> _Task directions_
Tell how many lines of the data include the word "Holmes". Nothing but the number belongs in the answer.

Stored data:
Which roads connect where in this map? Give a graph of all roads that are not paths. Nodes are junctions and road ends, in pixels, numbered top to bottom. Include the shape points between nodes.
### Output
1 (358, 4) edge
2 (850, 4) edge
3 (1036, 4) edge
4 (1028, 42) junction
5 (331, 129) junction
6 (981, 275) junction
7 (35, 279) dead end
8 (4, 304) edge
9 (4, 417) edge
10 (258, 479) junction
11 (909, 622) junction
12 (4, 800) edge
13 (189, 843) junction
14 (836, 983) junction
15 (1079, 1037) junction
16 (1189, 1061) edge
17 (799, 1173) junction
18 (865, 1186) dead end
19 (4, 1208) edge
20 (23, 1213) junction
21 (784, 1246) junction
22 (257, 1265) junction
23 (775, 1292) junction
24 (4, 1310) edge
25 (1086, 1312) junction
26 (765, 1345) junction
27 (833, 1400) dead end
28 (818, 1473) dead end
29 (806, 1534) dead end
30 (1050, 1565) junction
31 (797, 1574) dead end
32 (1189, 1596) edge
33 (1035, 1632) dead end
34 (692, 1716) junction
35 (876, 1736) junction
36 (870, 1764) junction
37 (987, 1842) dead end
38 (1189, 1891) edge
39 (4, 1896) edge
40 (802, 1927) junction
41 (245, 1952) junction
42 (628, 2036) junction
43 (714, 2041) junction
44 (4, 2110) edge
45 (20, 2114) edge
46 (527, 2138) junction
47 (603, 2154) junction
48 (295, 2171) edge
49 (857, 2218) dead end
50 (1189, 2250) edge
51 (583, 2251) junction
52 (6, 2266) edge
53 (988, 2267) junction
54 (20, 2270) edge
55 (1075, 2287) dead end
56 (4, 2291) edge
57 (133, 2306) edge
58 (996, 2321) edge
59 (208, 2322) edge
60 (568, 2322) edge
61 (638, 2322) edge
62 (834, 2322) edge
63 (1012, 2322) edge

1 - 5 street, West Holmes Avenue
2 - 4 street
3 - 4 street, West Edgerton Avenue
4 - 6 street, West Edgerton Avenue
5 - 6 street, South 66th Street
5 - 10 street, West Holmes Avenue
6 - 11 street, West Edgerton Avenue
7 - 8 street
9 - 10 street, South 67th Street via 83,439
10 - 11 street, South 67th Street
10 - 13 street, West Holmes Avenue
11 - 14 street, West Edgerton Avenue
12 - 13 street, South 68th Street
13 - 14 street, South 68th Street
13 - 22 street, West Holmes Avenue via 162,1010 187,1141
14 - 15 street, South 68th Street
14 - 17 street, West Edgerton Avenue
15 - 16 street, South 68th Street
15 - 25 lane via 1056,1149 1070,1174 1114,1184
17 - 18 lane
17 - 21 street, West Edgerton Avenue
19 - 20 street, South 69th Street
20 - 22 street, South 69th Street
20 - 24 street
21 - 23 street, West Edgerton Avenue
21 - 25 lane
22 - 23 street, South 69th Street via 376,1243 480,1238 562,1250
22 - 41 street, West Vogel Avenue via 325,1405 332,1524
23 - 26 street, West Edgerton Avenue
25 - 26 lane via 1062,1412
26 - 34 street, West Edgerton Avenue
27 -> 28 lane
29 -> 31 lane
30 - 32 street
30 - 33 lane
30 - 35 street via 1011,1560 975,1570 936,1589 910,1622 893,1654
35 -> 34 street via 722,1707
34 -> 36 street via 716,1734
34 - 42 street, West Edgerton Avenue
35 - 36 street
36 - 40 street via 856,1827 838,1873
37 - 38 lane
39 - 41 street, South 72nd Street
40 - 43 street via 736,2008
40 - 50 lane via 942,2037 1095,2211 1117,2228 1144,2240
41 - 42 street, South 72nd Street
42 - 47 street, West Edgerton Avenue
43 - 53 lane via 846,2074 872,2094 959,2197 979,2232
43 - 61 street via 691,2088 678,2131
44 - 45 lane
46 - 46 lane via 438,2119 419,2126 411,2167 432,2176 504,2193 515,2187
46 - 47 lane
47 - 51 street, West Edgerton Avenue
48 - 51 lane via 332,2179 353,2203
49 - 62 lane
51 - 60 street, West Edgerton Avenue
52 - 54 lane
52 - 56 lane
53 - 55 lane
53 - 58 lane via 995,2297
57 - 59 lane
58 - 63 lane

> _Answer below_
4